- WORK REQUEST:
Search the records below for the word "الوليد", then return every line where it appears.

DATA FOR ANALYSIS START

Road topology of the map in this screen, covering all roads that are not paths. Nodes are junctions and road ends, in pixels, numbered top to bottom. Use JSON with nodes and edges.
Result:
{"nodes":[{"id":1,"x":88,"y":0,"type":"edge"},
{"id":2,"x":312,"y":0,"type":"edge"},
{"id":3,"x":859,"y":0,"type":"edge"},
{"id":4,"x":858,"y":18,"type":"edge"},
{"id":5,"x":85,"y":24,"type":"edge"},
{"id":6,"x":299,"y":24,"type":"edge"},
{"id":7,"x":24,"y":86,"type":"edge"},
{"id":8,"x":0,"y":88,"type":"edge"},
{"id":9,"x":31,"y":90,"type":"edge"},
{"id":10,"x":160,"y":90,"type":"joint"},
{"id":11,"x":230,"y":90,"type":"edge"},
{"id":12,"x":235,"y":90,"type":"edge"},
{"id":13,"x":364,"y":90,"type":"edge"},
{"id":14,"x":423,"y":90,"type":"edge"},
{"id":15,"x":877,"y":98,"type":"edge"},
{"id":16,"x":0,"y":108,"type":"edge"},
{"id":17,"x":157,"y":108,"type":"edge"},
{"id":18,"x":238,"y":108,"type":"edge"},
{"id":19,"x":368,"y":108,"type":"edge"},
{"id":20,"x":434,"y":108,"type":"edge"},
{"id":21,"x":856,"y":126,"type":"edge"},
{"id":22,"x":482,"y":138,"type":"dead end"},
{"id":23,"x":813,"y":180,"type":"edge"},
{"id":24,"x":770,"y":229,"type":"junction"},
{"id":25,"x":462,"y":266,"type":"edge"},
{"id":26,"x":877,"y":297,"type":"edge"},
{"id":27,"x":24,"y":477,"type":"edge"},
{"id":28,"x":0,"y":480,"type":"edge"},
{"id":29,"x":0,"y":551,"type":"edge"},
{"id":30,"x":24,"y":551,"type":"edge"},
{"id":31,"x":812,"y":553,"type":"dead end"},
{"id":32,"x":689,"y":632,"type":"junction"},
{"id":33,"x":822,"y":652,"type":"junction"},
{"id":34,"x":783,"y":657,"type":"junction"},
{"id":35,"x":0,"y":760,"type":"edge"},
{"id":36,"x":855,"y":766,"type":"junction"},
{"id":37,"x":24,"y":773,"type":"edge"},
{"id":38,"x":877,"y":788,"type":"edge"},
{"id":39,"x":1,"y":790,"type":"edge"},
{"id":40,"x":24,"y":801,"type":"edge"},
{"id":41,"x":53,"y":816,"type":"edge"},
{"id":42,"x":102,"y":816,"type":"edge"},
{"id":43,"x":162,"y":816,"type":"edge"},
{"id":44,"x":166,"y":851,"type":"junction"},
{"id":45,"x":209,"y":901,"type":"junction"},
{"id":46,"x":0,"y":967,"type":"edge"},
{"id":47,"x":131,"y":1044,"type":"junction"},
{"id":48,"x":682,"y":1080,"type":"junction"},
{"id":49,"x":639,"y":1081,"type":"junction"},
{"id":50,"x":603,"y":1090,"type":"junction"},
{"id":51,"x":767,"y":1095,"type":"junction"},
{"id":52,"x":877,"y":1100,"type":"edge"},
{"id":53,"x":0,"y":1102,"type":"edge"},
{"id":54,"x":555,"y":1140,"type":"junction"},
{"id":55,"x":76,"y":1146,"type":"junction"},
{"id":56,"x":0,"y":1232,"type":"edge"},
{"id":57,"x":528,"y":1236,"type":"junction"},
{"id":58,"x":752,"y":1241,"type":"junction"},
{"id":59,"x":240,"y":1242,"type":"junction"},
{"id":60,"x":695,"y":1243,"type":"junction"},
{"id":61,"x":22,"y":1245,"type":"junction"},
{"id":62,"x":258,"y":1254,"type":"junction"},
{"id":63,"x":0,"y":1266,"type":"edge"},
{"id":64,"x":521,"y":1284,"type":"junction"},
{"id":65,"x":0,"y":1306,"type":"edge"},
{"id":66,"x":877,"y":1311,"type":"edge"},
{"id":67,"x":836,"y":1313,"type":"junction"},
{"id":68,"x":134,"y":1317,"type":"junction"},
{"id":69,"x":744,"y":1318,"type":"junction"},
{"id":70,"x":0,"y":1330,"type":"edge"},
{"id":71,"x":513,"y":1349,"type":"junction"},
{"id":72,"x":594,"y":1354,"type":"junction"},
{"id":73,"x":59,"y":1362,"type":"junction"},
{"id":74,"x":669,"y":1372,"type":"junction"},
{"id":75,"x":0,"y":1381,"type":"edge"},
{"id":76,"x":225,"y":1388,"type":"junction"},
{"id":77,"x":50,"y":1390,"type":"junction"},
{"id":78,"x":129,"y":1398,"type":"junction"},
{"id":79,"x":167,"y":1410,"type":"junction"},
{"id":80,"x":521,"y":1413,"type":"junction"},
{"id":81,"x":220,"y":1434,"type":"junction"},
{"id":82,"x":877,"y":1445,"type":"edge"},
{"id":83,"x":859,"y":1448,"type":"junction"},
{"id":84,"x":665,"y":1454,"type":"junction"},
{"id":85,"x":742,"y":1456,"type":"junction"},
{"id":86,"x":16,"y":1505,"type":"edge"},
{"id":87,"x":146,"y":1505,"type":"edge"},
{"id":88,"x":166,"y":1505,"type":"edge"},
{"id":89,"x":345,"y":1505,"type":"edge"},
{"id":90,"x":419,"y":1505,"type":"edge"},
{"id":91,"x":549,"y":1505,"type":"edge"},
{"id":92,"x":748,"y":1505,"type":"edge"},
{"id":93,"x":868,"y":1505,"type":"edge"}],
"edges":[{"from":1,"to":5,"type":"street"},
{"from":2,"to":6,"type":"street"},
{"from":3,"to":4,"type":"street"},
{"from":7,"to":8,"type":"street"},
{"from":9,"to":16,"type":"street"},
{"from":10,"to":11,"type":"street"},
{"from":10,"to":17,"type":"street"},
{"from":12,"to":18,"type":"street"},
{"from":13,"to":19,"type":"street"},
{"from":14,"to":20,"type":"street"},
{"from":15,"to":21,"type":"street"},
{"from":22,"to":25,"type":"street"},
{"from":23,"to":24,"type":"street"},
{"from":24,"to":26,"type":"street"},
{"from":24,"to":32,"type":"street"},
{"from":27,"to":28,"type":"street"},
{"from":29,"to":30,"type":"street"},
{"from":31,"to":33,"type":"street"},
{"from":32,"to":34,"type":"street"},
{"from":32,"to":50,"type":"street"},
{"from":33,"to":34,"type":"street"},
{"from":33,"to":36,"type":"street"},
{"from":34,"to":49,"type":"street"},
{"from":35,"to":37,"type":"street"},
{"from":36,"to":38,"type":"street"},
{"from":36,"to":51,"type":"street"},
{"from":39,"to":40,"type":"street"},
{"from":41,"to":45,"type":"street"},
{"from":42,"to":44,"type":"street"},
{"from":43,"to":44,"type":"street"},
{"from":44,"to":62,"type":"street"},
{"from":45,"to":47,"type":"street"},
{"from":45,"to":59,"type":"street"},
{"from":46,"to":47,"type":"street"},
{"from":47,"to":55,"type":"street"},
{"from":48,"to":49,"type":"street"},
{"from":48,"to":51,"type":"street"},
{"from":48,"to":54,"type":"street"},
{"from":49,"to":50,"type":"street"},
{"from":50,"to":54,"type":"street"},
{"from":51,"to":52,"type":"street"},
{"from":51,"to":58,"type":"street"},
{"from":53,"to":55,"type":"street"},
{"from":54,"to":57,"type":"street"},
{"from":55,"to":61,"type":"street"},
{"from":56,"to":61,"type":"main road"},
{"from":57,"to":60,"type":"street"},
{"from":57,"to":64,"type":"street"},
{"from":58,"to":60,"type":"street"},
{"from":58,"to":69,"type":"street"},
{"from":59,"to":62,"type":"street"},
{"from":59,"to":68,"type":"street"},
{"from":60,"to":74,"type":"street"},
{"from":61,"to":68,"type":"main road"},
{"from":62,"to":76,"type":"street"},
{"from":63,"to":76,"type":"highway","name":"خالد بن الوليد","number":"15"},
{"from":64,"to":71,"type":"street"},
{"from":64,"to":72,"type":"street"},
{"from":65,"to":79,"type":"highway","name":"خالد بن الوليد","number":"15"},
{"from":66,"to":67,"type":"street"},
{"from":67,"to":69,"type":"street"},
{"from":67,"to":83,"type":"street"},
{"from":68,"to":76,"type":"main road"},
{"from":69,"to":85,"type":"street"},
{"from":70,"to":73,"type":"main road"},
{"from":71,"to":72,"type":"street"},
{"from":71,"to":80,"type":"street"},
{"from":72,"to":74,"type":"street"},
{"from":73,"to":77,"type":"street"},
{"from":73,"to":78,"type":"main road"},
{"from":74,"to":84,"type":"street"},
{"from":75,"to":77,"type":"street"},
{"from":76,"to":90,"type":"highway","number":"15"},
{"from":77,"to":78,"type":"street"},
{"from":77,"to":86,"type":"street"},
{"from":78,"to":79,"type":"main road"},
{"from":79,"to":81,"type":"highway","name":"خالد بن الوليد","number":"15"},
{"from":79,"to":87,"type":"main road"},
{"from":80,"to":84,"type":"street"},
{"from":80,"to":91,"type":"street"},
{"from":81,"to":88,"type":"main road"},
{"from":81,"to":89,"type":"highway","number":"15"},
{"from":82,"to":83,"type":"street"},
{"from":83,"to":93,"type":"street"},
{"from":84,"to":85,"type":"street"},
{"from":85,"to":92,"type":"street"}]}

DATA FOR ANALYSIS END

- ANSWER FOR THE TASK:
{"from":63,"to":76,"type":"highway","name":"خالد بن الوليد","number":"15"},
{"from":65,"to":79,"type":"highway","name":"خالد بن الوليد","number":"15"},
{"from":79,"to":81,"type":"highway","name":"خالد بن الوليد","number":"15"},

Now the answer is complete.